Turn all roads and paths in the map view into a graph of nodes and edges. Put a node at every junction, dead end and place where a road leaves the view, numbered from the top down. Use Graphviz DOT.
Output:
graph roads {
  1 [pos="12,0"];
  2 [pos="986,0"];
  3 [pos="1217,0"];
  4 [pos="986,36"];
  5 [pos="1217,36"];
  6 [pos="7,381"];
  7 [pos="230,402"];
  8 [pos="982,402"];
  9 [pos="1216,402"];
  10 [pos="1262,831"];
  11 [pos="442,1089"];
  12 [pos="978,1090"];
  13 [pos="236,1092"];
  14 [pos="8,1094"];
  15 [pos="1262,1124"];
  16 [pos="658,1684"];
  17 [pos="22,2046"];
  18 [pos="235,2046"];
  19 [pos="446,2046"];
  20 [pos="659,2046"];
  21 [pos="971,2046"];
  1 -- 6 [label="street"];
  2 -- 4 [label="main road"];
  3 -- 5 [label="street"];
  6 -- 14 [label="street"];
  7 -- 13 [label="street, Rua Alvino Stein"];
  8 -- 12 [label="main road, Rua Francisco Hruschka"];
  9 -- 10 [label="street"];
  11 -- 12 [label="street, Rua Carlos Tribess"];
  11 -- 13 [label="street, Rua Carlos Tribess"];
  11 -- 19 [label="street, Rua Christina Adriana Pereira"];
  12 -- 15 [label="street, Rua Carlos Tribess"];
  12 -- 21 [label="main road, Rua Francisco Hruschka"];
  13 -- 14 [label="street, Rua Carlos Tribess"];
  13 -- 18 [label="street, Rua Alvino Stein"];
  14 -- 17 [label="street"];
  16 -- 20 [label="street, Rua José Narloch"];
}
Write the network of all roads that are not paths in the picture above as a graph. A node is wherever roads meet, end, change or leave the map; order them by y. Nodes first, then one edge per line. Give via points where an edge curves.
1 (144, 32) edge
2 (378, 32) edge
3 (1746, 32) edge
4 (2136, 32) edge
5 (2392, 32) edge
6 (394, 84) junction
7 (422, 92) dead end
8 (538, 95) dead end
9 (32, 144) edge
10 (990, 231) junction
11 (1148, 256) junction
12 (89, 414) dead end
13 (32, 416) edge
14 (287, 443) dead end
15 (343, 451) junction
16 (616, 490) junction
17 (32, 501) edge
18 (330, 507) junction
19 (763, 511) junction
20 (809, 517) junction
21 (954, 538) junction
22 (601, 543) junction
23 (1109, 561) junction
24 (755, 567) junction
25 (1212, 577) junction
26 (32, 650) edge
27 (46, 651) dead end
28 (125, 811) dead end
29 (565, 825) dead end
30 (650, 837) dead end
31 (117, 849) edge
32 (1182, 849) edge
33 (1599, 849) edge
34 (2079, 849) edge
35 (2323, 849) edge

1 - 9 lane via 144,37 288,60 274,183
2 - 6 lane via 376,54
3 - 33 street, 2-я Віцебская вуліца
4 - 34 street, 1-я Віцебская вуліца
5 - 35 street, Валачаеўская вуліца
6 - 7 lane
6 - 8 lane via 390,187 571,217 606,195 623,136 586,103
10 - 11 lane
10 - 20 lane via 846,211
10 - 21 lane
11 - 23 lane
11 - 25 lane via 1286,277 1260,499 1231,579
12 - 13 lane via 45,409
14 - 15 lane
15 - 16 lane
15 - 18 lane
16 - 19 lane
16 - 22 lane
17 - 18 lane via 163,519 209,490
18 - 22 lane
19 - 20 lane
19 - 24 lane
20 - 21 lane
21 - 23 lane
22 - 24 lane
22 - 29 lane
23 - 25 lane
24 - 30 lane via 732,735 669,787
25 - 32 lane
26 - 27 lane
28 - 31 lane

****************************************

**What the exercise asks**: Which lines of the records above contain the word "dead"? Report each one.

**Task response**:
Turn all roads and paths in the map view into a graph of nodes and edges. Put a node at every junction, dead end and place where a road leaves the view, numbered from the top down. Use Graphviz DOT.
7 (422, 92) dead end
8 (538, 95) dead end
12 (89, 414) dead end
14 (287, 443) dead end
27 (46, 651) dead end
28 (125, 811) dead end
29 (565, 825) dead end
30 (650, 837) dead end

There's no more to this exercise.